Stored data entries
-=-=-

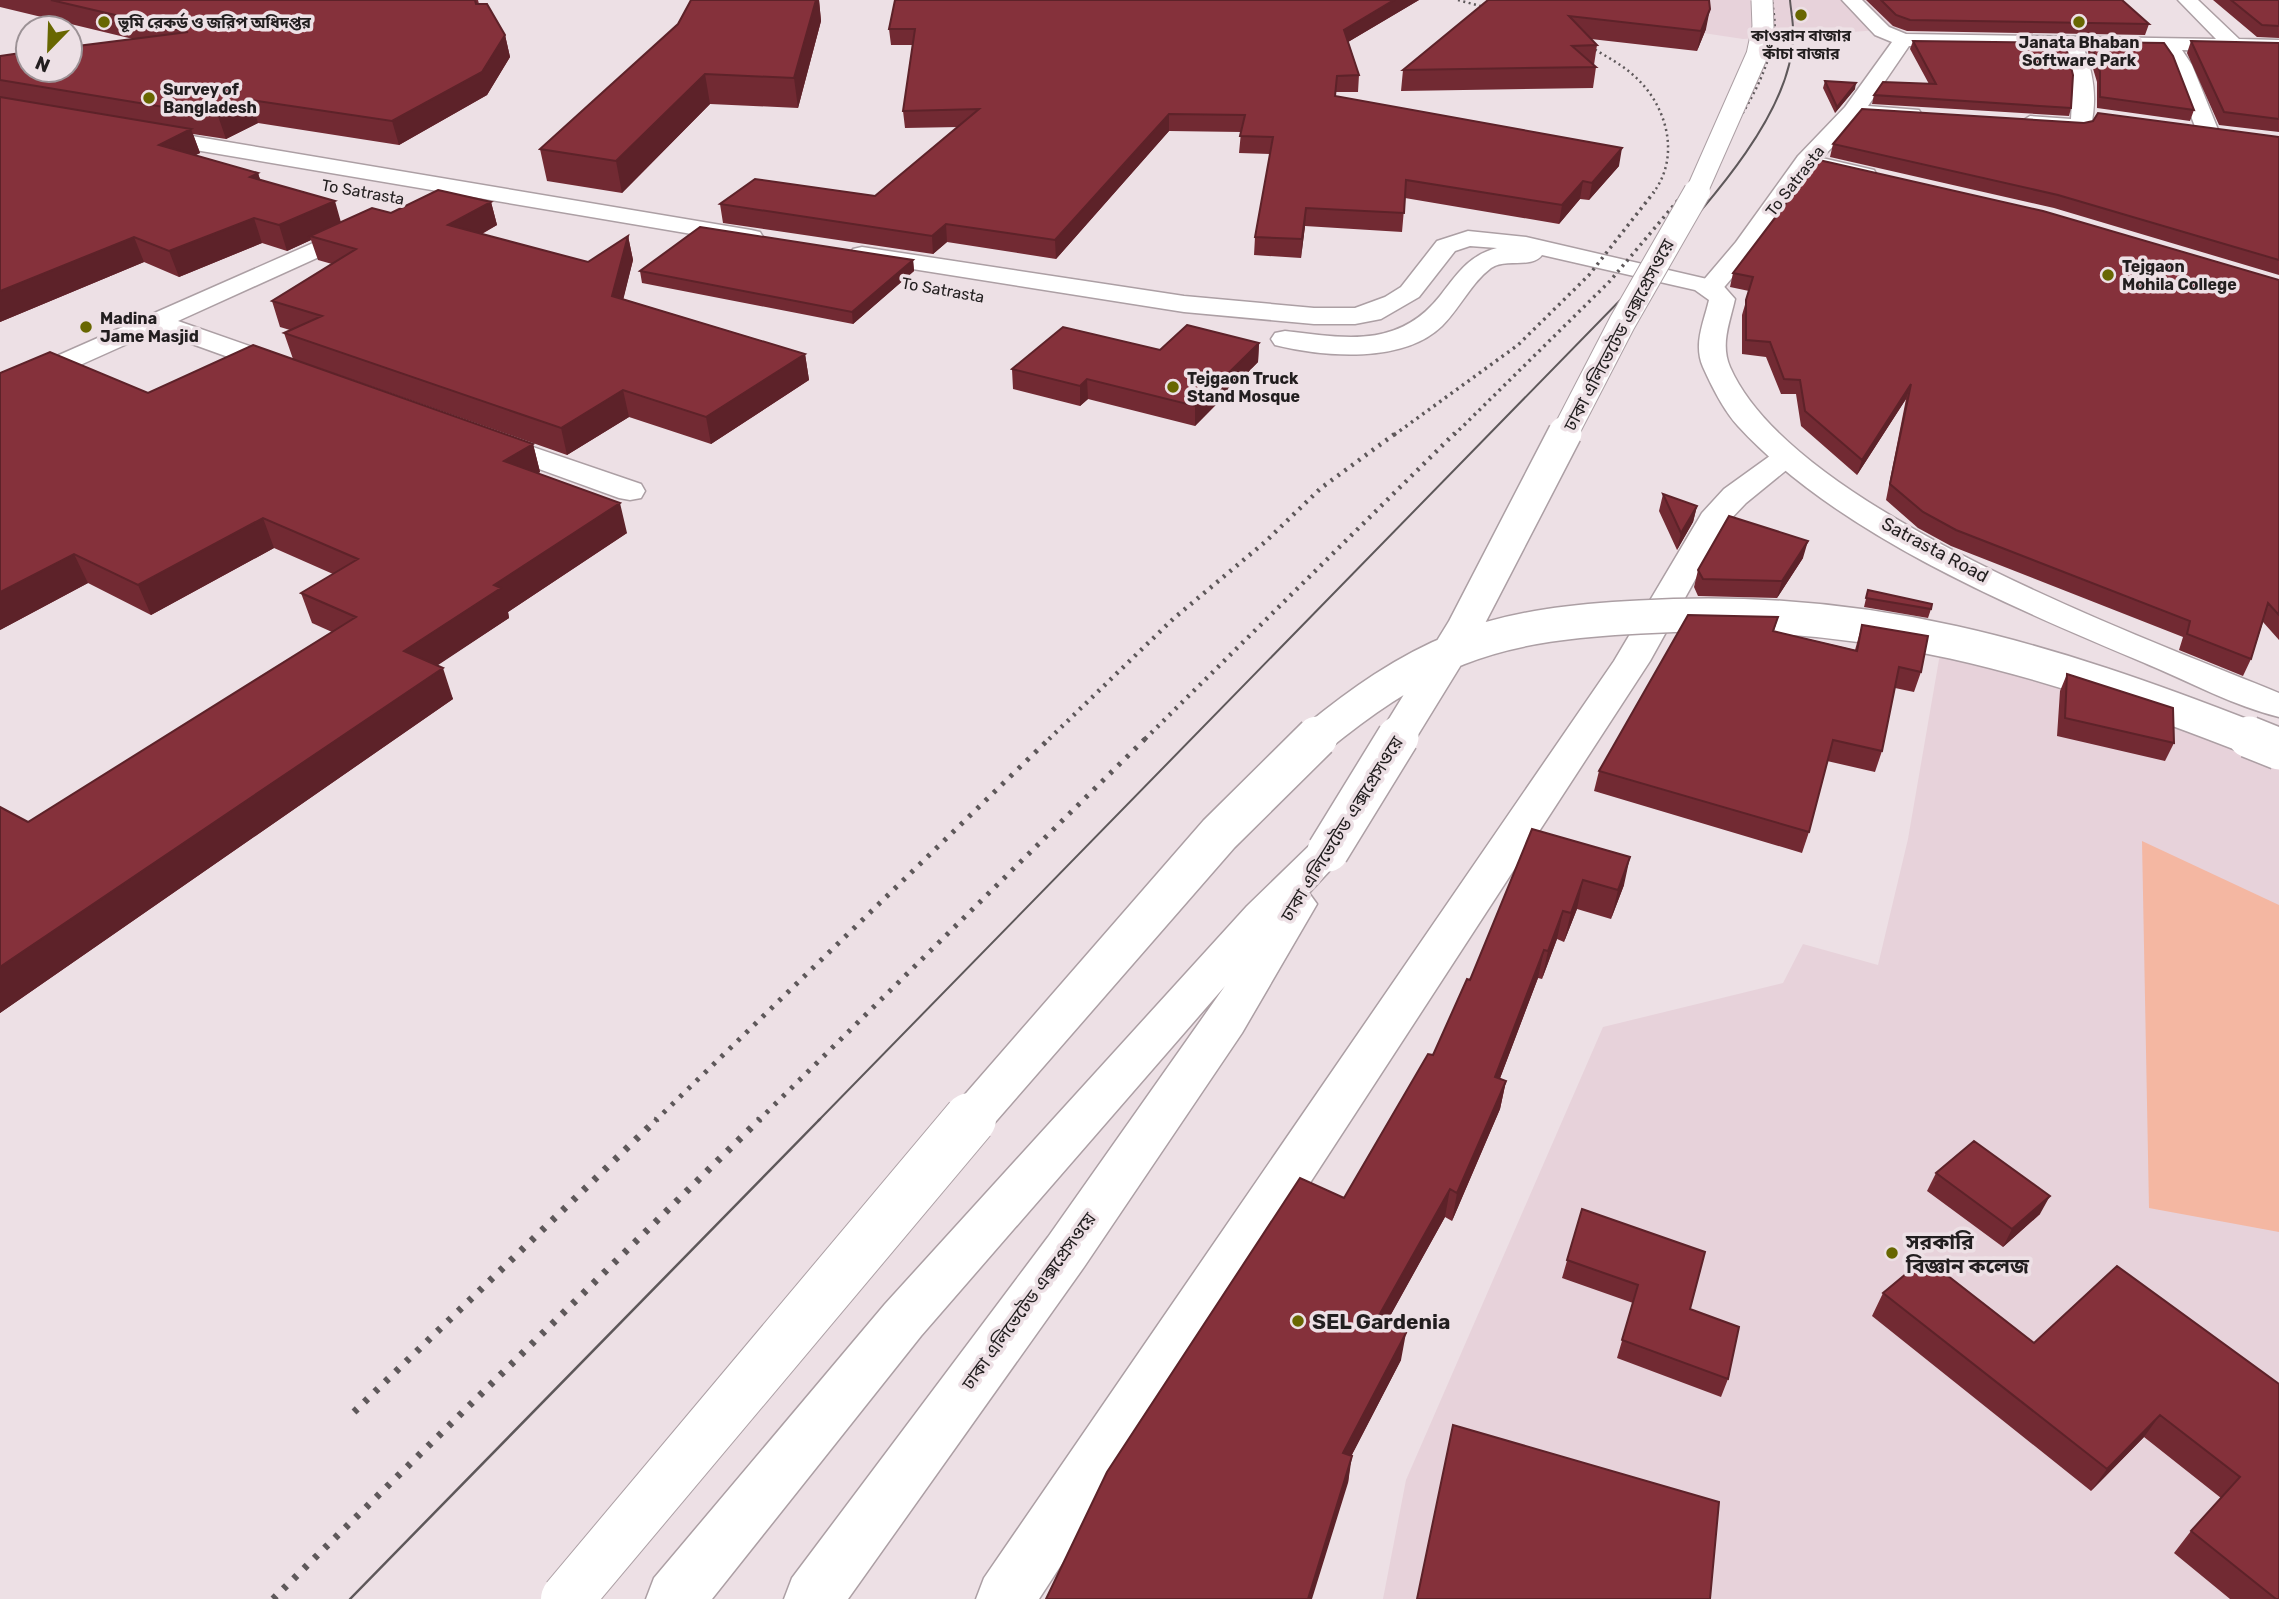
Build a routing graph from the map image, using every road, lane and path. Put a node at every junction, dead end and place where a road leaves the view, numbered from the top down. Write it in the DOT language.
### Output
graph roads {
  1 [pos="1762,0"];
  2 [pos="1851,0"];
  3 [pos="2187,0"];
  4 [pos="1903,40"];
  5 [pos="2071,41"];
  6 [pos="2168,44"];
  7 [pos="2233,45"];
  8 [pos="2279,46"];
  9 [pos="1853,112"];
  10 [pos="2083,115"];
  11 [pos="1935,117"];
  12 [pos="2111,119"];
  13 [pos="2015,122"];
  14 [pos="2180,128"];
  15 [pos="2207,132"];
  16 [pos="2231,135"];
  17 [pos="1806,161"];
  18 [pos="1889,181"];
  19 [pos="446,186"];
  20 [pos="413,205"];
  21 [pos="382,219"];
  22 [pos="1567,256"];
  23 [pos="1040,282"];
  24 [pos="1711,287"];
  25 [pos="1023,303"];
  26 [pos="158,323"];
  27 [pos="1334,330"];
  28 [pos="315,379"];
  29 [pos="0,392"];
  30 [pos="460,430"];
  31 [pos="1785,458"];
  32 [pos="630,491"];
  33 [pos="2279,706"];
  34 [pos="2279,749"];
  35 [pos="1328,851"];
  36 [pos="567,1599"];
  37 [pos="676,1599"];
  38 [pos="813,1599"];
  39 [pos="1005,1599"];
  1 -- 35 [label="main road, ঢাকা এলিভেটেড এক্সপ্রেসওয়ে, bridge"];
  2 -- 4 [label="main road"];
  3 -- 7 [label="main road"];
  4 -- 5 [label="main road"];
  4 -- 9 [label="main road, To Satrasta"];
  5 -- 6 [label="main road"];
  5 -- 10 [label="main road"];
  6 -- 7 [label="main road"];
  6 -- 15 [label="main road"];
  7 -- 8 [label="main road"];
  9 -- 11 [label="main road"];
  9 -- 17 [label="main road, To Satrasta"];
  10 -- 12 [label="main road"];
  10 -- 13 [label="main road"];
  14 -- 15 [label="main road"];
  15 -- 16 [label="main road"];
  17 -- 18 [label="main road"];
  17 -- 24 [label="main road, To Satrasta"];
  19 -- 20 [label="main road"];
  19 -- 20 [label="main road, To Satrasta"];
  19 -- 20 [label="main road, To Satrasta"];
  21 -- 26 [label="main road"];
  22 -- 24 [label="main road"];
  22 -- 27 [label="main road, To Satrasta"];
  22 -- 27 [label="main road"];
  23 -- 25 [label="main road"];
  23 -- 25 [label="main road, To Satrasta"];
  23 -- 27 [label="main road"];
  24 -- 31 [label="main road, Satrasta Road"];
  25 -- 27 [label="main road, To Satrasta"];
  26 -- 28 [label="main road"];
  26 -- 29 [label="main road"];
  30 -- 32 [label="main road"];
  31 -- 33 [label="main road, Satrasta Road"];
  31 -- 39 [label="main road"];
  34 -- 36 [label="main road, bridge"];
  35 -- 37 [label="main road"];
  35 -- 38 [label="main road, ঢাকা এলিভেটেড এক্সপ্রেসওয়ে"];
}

-=-=-

▶ The task: Would you count the lines in the entries that hold "Satrasta" and reply with only the count?

▶ Reply to the task: 10